Unsteady MHD natural convection, Hall current, Ramped temperature, Heat absorbing fluid, Exponentially accelerated plate.
Effects of heat generation/absorption have significant contribution in the heat transfer characteristics of several physical problems of practical interest viz. convection in Earth’s mantle, postaccident heat removal, fire and combustion modeling, fluids undergoing exothermic and/or endothermic chemical reaction, development of metal waste from spent nuclear fuel, cooling of electronic components [1], applications in the field of nuclear energy etc. Therefore, it is appropriate to consider temperature dependent heat source and/or sink which may have strong influence on heat transfer characteristics of the fluid flow problems under consideration. Taking into consideration of this fact, Sparrow and Cess [2] investigated the effect of temperaturedependent heat sources or sinks in a stagnation point flow. Relevant studies on the topic are also due to Moalem [3], Kamel [4], Chamkha [5] and Ferdows et al. [6, 7].

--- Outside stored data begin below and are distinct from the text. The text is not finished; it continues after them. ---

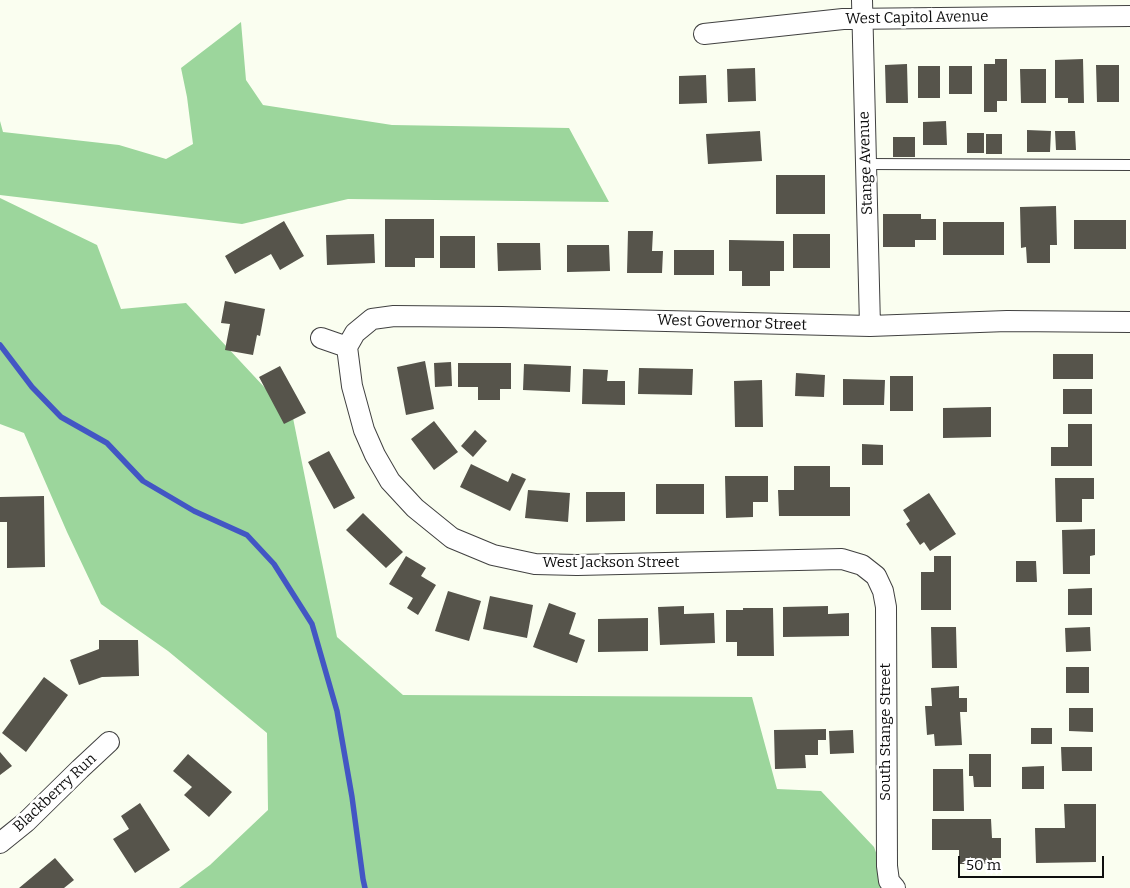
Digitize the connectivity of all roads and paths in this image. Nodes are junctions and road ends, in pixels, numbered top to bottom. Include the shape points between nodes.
1 (862, 9) edge
2 (1130, 16) edge
3 (704, 34) dead end
4 (866, 164) junction
5 (1130, 165) edge
6 (1130, 322) edge
7 (870, 326) junction
8 (321, 338) dead end
9 (347, 347) junction
10 (876, 576) joint
11 (109, 742) dead end
12 (0, 843) edge
13 (895, 888) edge

1 - 2 street, West Capitol Avenue
1 - 3 street, West Capitol Avenue via 843,19
1 - 4 street, Stange Avenue
4 - 5 lane
4 - 7 street, Stange Avenue
6 - 7 street, West Governor Street via 1007,321
7 - 9 street, West Governor Street via 394,316 372,319 355,334
8 - 9 street
9 - 10 street, West Jackson Street via 354,394 375,455 390,481 415,508 452,538 493,555 535,564 842,559 862,564
10 - 13 street, South Stange Street via 886,607 888,866 890,881
11 - 12 street, Blackberry Run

Natural convection flows are generally modeled by researchers under the consideration of uniform surface temperature or uniform heat flux. However there exist several problems of practical interest which may require nonuniform or arbitrary thermal condition at the plate. Keeping in view this fact, several researchers investigated natural convection flow from a vertical plate with ramped temperature. Mention may be made of the research studies of Chandran et al. [8], Seth and Ansari [9], Samiulhaq et al. [10], Das [11], Nandkeolyar et al. [12] and Kundu et al. [13].
It is noticed that when the density of an electrically conducting fluid is low and/or applied magnetic field is strong, Hall current plays a vital role in determining the flowfeatures of the fluid flow problems because it induces secondary flow in the flowfield (Sutton and Sherman [14]). Considering the importance of such study, Seth et al. [15] investigated the effects of Hall current on hydromagnetic natural convection flow of a heat absorbing fluid past an impulsively moving vertical plate with heat and mass transfer.
Aim of the present investigation is to study unsteady hydromagnetic natural convection flow with Hall effects of a viscous, incompressible, electrically conducting and temperature dependent heat absorbing fluid past an exponentially accelerated vertical plate through fluid saturated porous medium when temperature of the plate has a temporarily ramped profile.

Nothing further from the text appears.